What the exercise asks - Look for "Quadra" in each line of the entries, and return the matching lines.

Stored dataset items
◇ ◇ ◇ ◇ ◇ ◇ ◇

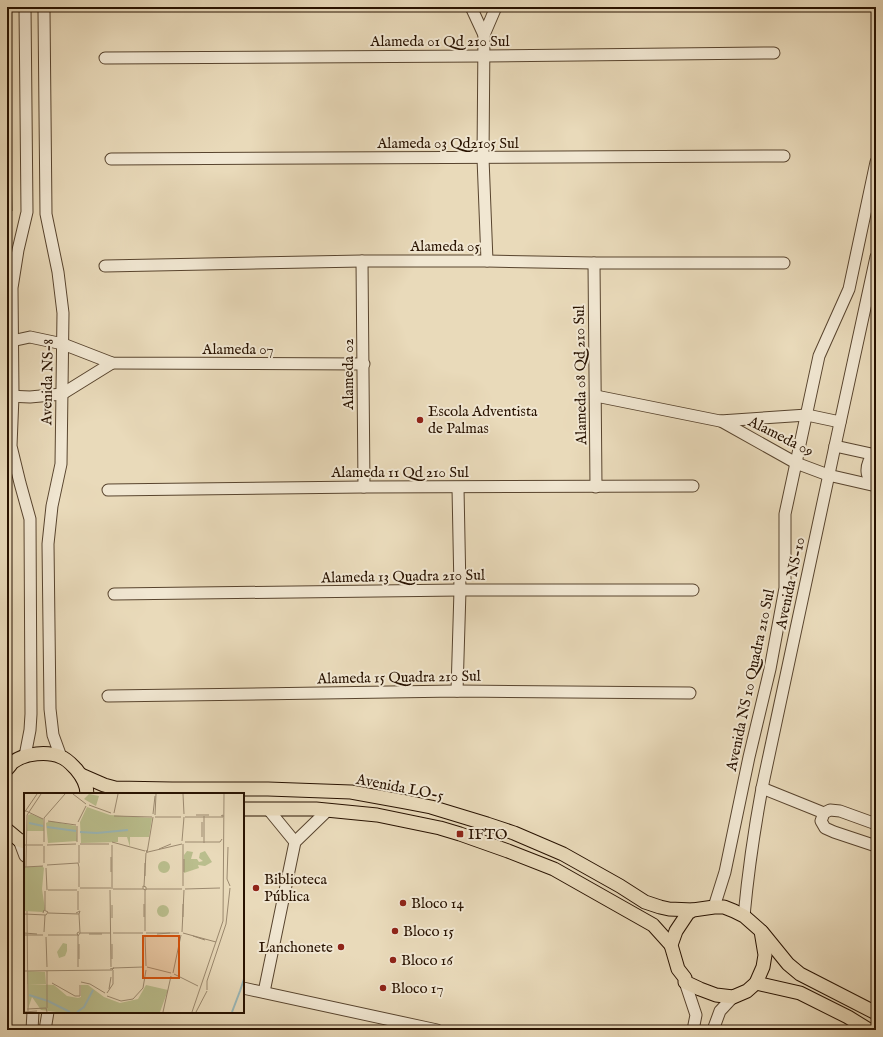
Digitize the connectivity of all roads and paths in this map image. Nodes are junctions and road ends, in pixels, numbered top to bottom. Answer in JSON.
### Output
{"nodes":[{"id":1,"x":25,"y":7,"type":"edge"},
{"id":2,"x":45,"y":7,"type":"edge"},
{"id":3,"x":471,"y":7,"type":"edge"},
{"id":4,"x":496,"y":7,"type":"edge"},
{"id":5,"x":484,"y":34,"type":"junction"},
{"id":6,"x":774,"y":53,"type":"dead end"},
{"id":7,"x":484,"y":56,"type":"junction"},
{"id":8,"x":105,"y":58,"type":"dead end"},
{"id":9,"x":784,"y":156,"type":"dead end"},
{"id":10,"x":483,"y":158,"type":"junction"},
{"id":11,"x":111,"y":159,"type":"dead end"},
{"id":12,"x":876,"y":162,"type":"edge"},
{"id":13,"x":876,"y":257,"type":"edge"},
{"id":14,"x":362,"y":261,"type":"junction"},
{"id":15,"x":487,"y":261,"type":"junction"},
{"id":16,"x":594,"y":263,"type":"junction"},
{"id":17,"x":784,"y":263,"type":"dead end"},
{"id":18,"x":105,"y":266,"type":"dead end"},
{"id":19,"x":10,"y":341,"type":"edge"},
{"id":20,"x":63,"y":344,"type":"junction"},
{"id":21,"x":112,"y":364,"type":"junction"},
{"id":22,"x":364,"y":364,"type":"junction"},
{"id":23,"x":62,"y":394,"type":"junction"},
{"id":24,"x":10,"y":396,"type":"edge"},
{"id":25,"x":596,"y":396,"type":"junction"},
{"id":26,"x":807,"y":415,"type":"junction"},
{"id":27,"x":720,"y":421,"type":"junction"},
{"id":28,"x":840,"y":422,"type":"junction"},
{"id":29,"x":835,"y":446,"type":"junction"},
{"id":30,"x":876,"y":456,"type":"edge"},
{"id":31,"x":796,"y":463,"type":"junction"},
{"id":32,"x":828,"y":475,"type":"junction"},
{"id":33,"x":874,"y":485,"type":"edge"},
{"id":34,"x":693,"y":486,"type":"dead end"},
{"id":35,"x":364,"y":487,"type":"junction"},
{"id":36,"x":596,"y":487,"type":"junction"},
{"id":37,"x":458,"y":488,"type":"junction"},
{"id":38,"x":108,"y":490,"type":"dead end"},
{"id":39,"x":460,"y":590,"type":"junction"},
{"id":40,"x":693,"y":590,"type":"dead end"},
{"id":41,"x":114,"y":594,"type":"dead end"},
{"id":42,"x":457,"y":691,"type":"junction"},
{"id":43,"x":690,"y":693,"type":"dead end"},
{"id":44,"x":108,"y":696,"type":"dead end"},
{"id":45,"x":26,"y":756,"type":"junction"},
{"id":46,"x":61,"y":757,"type":"junction"},
{"id":47,"x":7,"y":769,"type":"edge"},
{"id":48,"x":81,"y":775,"type":"junction"},
{"id":49,"x":762,"y":788,"type":"junction"},
{"id":50,"x":87,"y":793,"type":"edge"},
{"id":51,"x":244,"y":809,"type":"edge"},
{"id":52,"x":268,"y":809,"type":"junction"},
{"id":53,"x":328,"y":810,"type":"junction"},
{"id":54,"x":824,"y":813,"type":"junction"},
{"id":55,"x":876,"y":824,"type":"edge"},
{"id":56,"x":7,"y":830,"type":"edge"},
{"id":57,"x":22,"y":841,"type":"edge"},
{"id":58,"x":296,"y":842,"type":"junction"},
{"id":59,"x":876,"y":846,"type":"edge"},
{"id":60,"x":24,"y":851,"type":"edge"},
{"id":61,"x":714,"y":907,"type":"junction"},
{"id":62,"x":693,"y":910,"type":"junction"},
{"id":63,"x":744,"y":916,"type":"junction"},
{"id":64,"x":761,"y":931,"type":"junction"},
{"id":65,"x":671,"y":945,"type":"junction"},
{"id":66,"x":685,"y":982,"type":"junction"},
{"id":67,"x":756,"y":983,"type":"junction"},
{"id":68,"x":244,"y":988,"type":"edge"},
{"id":69,"x":264,"y":992,"type":"junction"},
{"id":70,"x":733,"y":997,"type":"junction"},
{"id":71,"x":33,"y":1013,"type":"edge"},
{"id":72,"x":48,"y":1013,"type":"edge"},
{"id":73,"x":876,"y":1013,"type":"edge"},
{"id":74,"x":32,"y":1030,"type":"edge"},
{"id":75,"x":45,"y":1030,"type":"edge"},
{"id":76,"x":437,"y":1030,"type":"edge"},
{"id":77,"x":693,"y":1030,"type":"edge"},
{"id":78,"x":714,"y":1030,"type":"edge"},
{"id":79,"x":869,"y":1030,"type":"edge"}],
"edges":[{"from":1,"to":19,"type":"street"},
{"from":2,"to":20,"type":"street","name":"Avenida NS-8"},
{"from":3,"to":5,"type":"street"},
{"from":4,"to":5,"type":"street"},
{"from":5,"to":7,"type":"street"},
{"from":6,"to":7,"type":"street","name":"Alameda 01 Qd 210 Sul"},
{"from":7,"to":8,"type":"street","name":"Alameda 01 Qd 210 Sul"},
{"from":7,"to":10,"type":"street"},
{"from":9,"to":10,"type":"street","name":"Alameda 03 Qd2105 Sul"},
{"from":10,"to":11,"type":"street","name":"Alameda 03 Qd2105 Sul"},
{"from":10,"to":15,"type":"street"},
{"from":12,"to":26,"type":"street","name":"Avenida NS 10 Quadra 210 Sul"},
{"from":13,"to":28,"type":"street","name":"Avenida NS-10"},
{"from":14,"to":15,"type":"street","name":"Alameda 05"},
{"from":14,"to":18,"type":"street","name":"Alameda 05"},
{"from":14,"to":22,"type":"street","name":"Alameda 02"},
{"from":15,"to":16,"type":"street","name":"Alameda 05"},
{"from":16,"to":17,"type":"street","name":"Alameda 05"},
{"from":16,"to":25,"type":"street","name":"Alameda 08 Qd 210 Sul"},
{"from":19,"to":20,"type":"street","name":"Alameda 07"},
{"from":19,"to":24,"type":"street"},
{"from":20,"to":21,"type":"street","name":"Alameda 07"},
{"from":20,"to":23,"type":"street","name":"Avenida NS-8"},
{"from":21,"to":22,"type":"street","name":"Alameda 07"},
{"from":21,"to":23,"type":"street"},
{"from":22,"to":35,"type":"street","name":"Alameda 02"},
{"from":23,"to":24,"type":"street"},
{"from":23,"to":46,"type":"street","name":"Avenida NS-8"},
{"from":24,"to":45,"type":"street"},
{"from":25,"to":27,"type":"street"},
{"from":25,"to":36,"type":"street","name":"Alameda 08 Qd 210 Sul"},
{"from":26,"to":27,"type":"street"},
{"from":26,"to":28,"type":"street"},
{"from":26,"to":31,"type":"street","name":"Avenida NS 10 Quadra 210 Sul"},
{"from":27,"to":31,"type":"street","name":"Alameda 09"},
{"from":28,"to":29,"type":"street","name":"Avenida NS-10"},
{"from":29,"to":30,"type":"street"},
{"from":29,"to":32,"type":"street","name":"Avenida NS-10"},
{"from":30,"to":33,"type":"street"},
{"from":31,"to":32,"type":"street","name":"Alameda 09"},
{"from":31,"to":61,"type":"street","name":"Avenida NS 10 Quadra 210 Sul"},
{"from":32,"to":33,"type":"street","name":"Alameda 09"},
{"from":32,"to":49,"type":"street","name":"Avenida NS-10"},
{"from":34,"to":36,"type":"street","name":"Alameda 11 Qd 210 Sul"},
{"from":35,"to":37,"type":"street","name":"Alameda 11 Qd 210 Sul"},
{"from":35,"to":38,"type":"street","name":"Alameda 11 Qd 210 Sul"},
{"from":36,"to":37,"type":"street","name":"Alameda 11 Qd 210 Sul"},
{"from":37,"to":39,"type":"street"},
{"from":39,"to":40,"type":"street","name":"Alameda 13 Quadra 210 Sul"},
{"from":39,"to":41,"type":"street","name":"Alameda 13 Quadra 210 Sul"},
{"from":39,"to":42,"type":"street"},
{"from":42,"to":43,"type":"street","name":"Alameda 15 Quadra 210 Sul"},
{"from":42,"to":44,"type":"street","name":"Alameda 15 Quadra 210 Sul"},
{"from":45,"to":46,"type":"main road"},
{"from":45,"to":47,"type":"main road"},
{"from":46,"to":48,"type":"main road"},
{"from":48,"to":50,"type":"main road"},
{"from":48,"to":62,"type":"main road","name":"Avenida LO-5"},
{"from":49,"to":54,"type":"street"},
{"from":49,"to":63,"type":"street","name":"Avenida NS-10"},
{"from":51,"to":52,"type":"main road","name":"Avenida LO-5"},
{"from":52,"to":53,"type":"main road","name":"Avenida LO-5"},
{"from":52,"to":58,"type":"street"},
{"from":53,"to":58,"type":"street"},
{"from":53,"to":65,"type":"main road","name":"Avenida LO-5"},
{"from":54,"to":55,"type":"street"},
{"from":54,"to":59,"type":"street"},
{"from":56,"to":57,"type":"main road"},
{"from":57,"to":60,"type":"street"},
{"from":58,"to":69,"type":"street"},
{"from":61,"to":62,"type":"main road"},
{"from":61,"to":63,"type":"main road"},
{"from":62,"to":65,"type":"main road"},
{"from":63,"to":64,"type":"main road"},
{"from":64,"to":67,"type":"main road"},
{"from":64,"to":73,"type":"main road"},
{"from":65,"to":66,"type":"main road"},
{"from":66,"to":70,"type":"main road"},
{"from":66,"to":77,"type":"street"},
{"from":67,"to":70,"type":"main road"},
{"from":67,"to":79,"type":"main road"},
{"from":68,"to":69,"type":"street"},
{"from":69,"to":76,"type":"street"},
{"from":70,"to":78,"type":"street"},
{"from":71,"to":74,"type":"street"},
{"from":72,"to":75,"type":"street"}]}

◇ ◇ ◇ ◇ ◇ ◇ ◇

Result -
{"from":12,"to":26,"type":"street","name":"Avenida NS 10 Quadra 210 Sul"},
{"from":26,"to":31,"type":"street","name":"Avenida NS 10 Quadra 210 Sul"},
{"from":31,"to":61,"type":"street","name":"Avenida NS 10 Quadra 210 Sul"},
{"from":39,"to":40,"type":"street","name":"Alameda 13 Quadra 210 Sul"},
{"from":39,"to":41,"type":"street","name":"Alameda 13 Quadra 210 Sul"},
{"from":42,"to":43,"type":"street","name":"Alameda 15 Quadra 210 Sul"},
{"from":42,"to":44,"type":"street","name":"Alameda 15 Quadra 210 Sul"},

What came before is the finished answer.